• _Task prompt_: Using the data below, work out how many lines contain "wrist", and report only that number.

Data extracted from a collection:
- - - - -
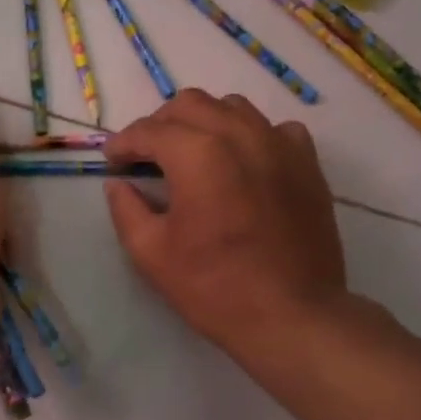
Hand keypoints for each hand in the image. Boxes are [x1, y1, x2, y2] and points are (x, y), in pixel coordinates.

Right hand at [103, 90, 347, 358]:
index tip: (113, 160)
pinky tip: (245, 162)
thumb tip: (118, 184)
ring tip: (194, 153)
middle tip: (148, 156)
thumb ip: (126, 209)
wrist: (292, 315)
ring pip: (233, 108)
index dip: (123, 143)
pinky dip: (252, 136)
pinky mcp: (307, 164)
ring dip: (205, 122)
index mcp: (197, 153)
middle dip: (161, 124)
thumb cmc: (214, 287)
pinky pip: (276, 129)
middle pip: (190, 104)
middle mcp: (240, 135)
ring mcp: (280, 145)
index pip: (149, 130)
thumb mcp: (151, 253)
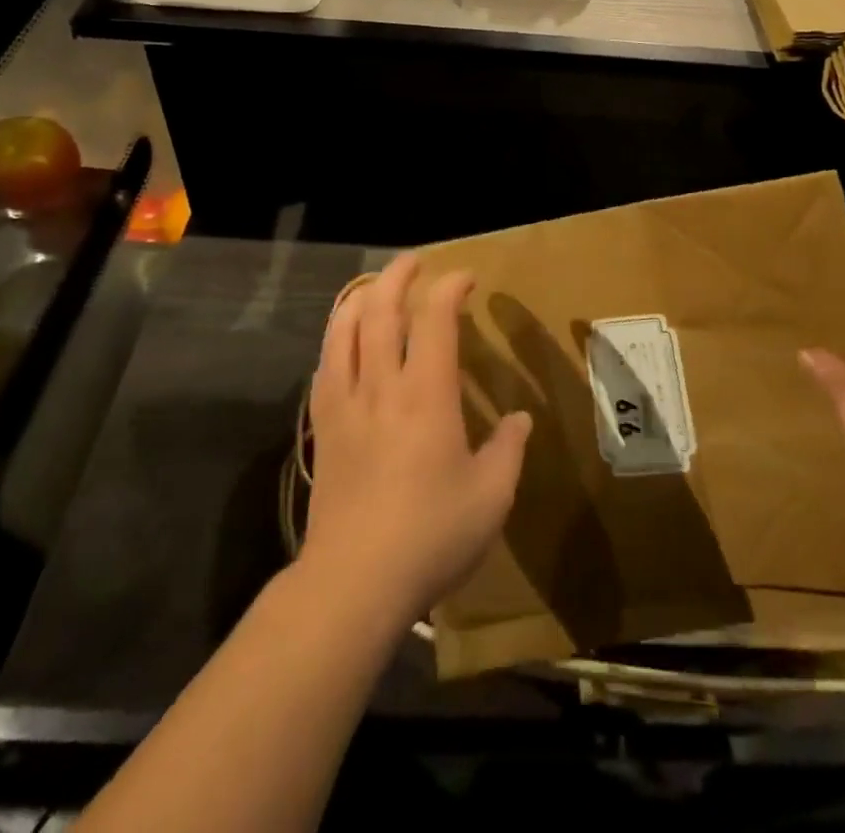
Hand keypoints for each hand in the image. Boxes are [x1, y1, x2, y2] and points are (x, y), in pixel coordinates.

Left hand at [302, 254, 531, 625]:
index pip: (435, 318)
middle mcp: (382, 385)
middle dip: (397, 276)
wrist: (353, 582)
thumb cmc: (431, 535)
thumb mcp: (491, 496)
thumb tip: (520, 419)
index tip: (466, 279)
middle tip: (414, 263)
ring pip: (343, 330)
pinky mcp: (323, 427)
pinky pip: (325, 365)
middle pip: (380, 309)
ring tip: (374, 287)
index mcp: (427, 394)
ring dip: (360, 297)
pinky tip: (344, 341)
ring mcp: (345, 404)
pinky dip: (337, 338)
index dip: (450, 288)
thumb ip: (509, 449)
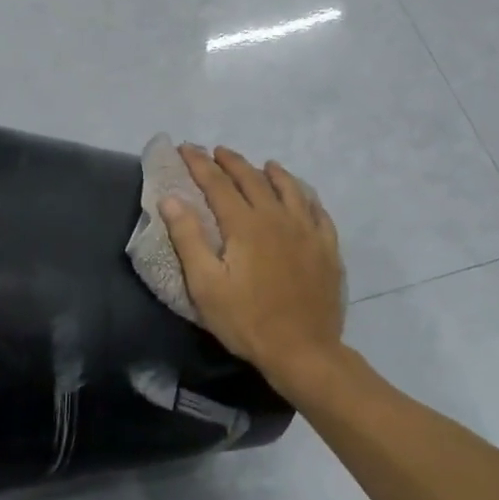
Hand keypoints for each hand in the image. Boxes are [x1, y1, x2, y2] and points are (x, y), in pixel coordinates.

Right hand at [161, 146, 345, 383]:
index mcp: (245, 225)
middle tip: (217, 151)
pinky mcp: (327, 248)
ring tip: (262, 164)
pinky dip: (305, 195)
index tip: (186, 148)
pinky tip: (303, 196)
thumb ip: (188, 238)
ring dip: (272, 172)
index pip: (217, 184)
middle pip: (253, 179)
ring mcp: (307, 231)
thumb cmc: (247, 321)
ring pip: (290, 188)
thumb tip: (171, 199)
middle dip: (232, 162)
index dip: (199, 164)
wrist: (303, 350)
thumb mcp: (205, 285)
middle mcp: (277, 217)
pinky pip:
- - - - -
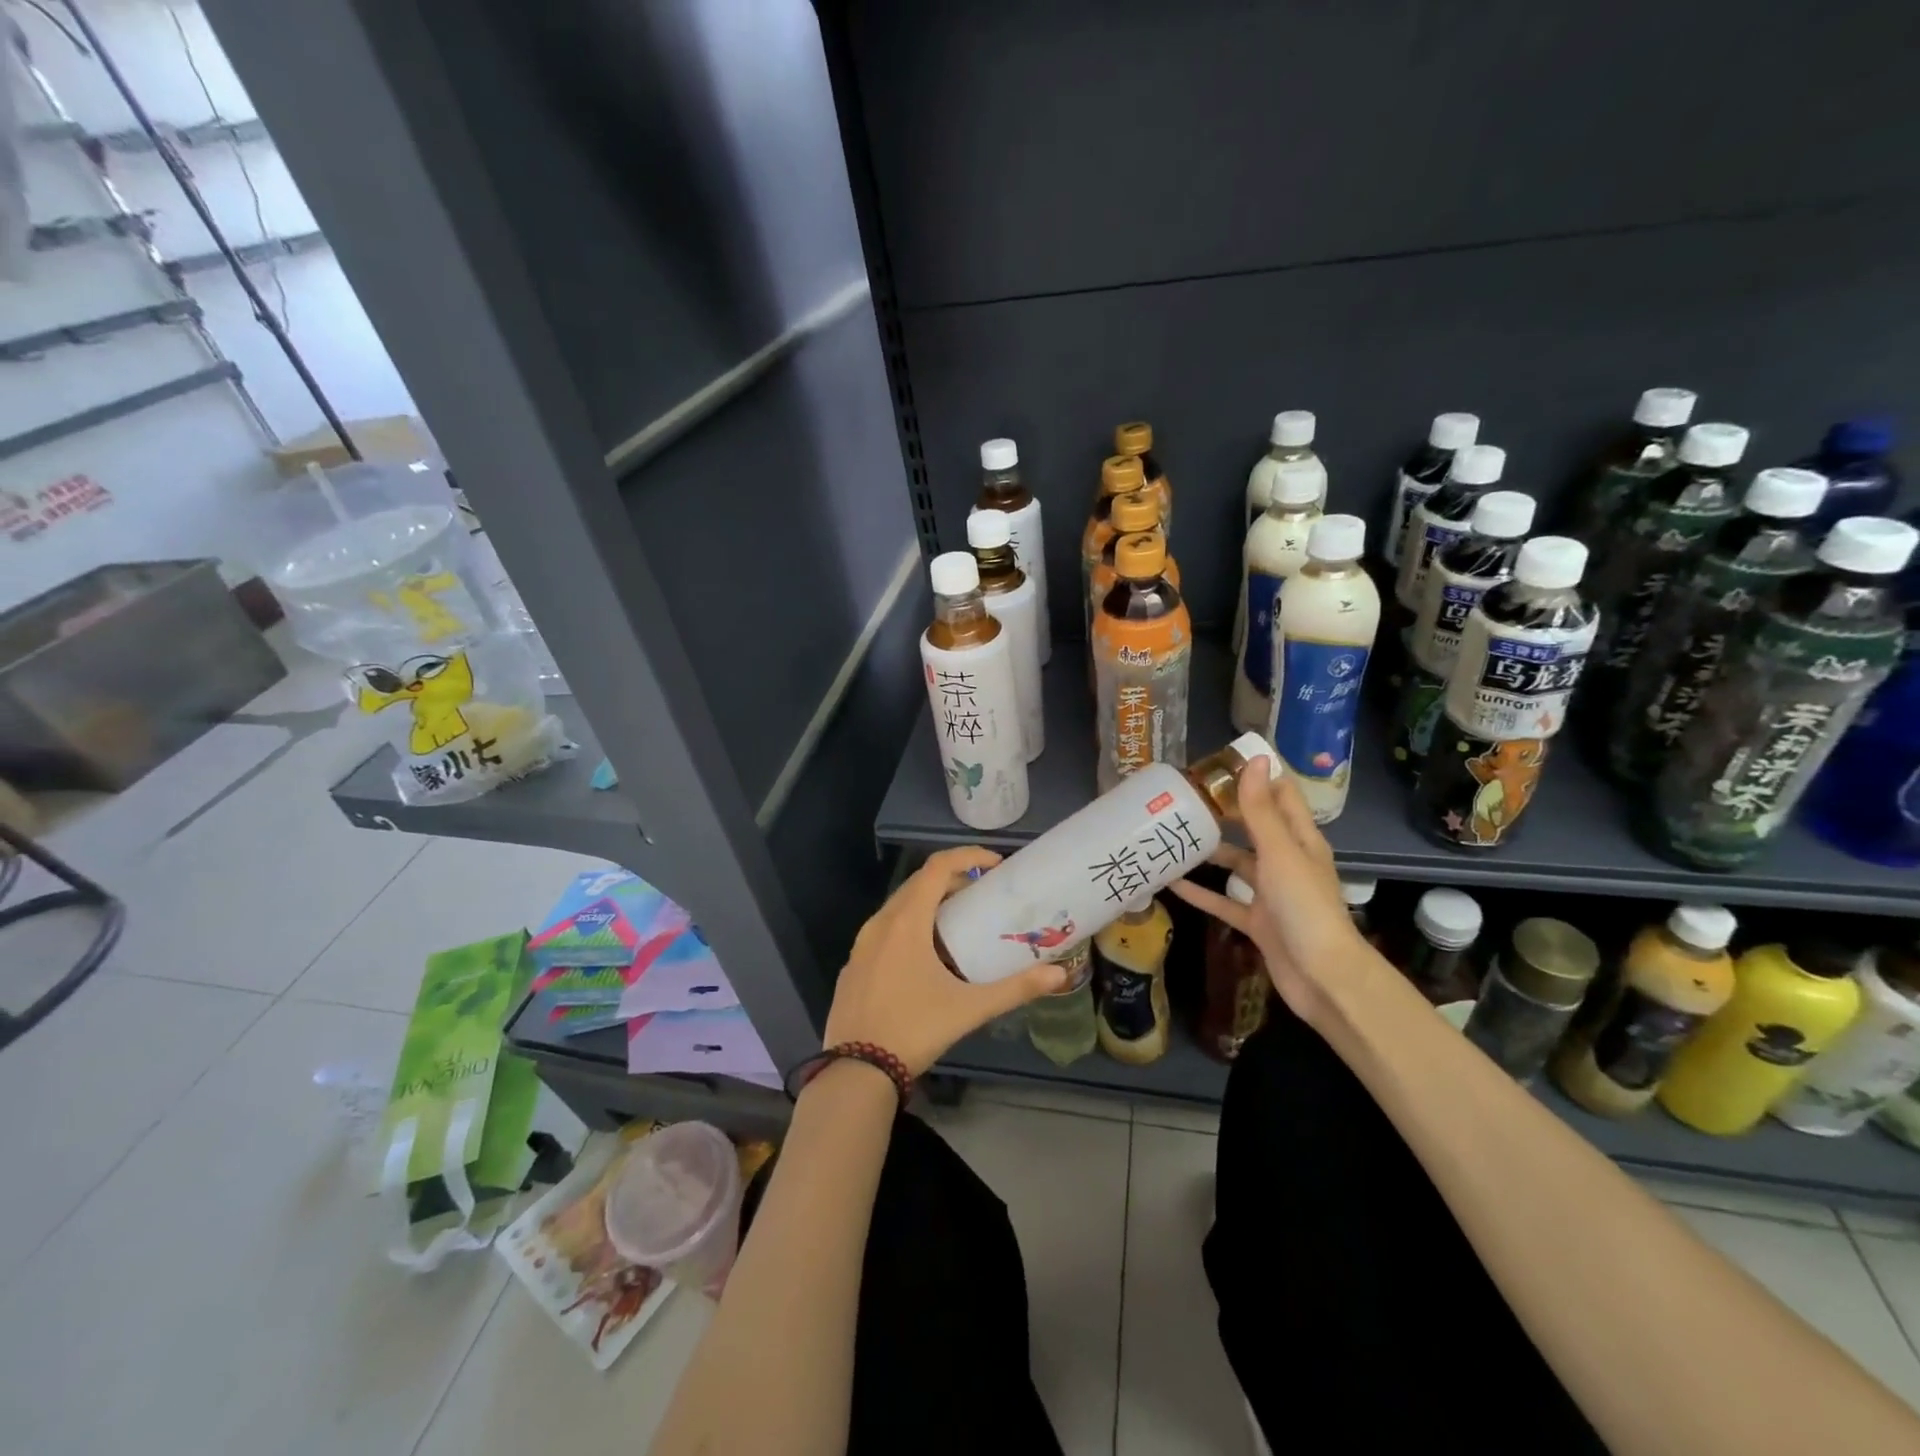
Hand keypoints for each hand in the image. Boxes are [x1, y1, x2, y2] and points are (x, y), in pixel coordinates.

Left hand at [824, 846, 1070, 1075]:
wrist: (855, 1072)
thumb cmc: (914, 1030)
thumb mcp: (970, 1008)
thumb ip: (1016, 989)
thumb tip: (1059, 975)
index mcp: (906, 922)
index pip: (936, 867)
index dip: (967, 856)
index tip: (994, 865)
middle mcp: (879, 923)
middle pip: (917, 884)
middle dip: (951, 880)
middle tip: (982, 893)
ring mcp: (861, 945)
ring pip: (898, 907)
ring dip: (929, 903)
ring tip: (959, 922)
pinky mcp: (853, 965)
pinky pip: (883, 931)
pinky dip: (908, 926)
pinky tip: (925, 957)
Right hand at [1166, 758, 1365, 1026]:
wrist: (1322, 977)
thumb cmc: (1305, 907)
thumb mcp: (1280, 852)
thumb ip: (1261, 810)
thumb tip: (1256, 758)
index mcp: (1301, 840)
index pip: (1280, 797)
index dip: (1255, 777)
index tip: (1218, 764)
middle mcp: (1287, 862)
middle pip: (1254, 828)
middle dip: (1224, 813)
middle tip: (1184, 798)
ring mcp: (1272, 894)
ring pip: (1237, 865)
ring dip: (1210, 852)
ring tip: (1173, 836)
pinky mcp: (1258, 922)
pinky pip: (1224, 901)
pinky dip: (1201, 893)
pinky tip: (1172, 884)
- - - - -
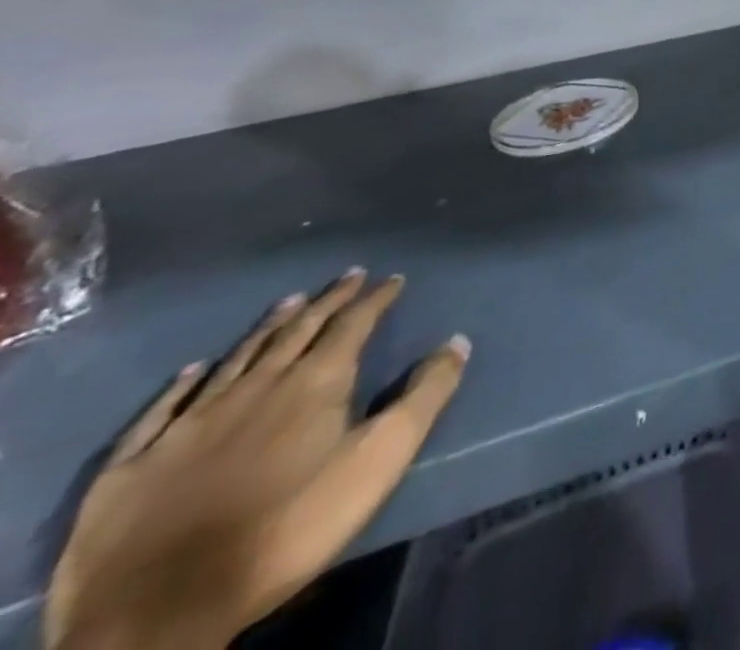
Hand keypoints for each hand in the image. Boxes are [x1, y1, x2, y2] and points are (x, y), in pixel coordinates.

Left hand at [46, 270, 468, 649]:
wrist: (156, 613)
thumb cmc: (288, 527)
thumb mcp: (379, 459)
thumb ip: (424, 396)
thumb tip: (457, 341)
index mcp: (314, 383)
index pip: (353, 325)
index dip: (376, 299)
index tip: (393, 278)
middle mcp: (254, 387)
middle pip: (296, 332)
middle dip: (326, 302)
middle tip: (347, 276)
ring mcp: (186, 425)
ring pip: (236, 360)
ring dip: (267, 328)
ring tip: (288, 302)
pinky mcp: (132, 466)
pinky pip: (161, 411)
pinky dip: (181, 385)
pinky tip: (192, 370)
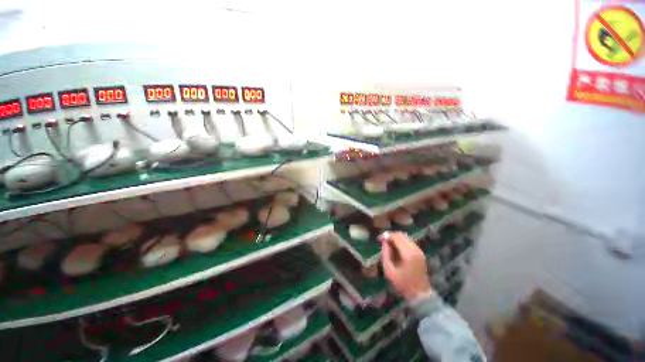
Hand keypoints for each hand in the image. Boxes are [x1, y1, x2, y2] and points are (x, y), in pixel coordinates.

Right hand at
- - - - -
• _Response box_: 6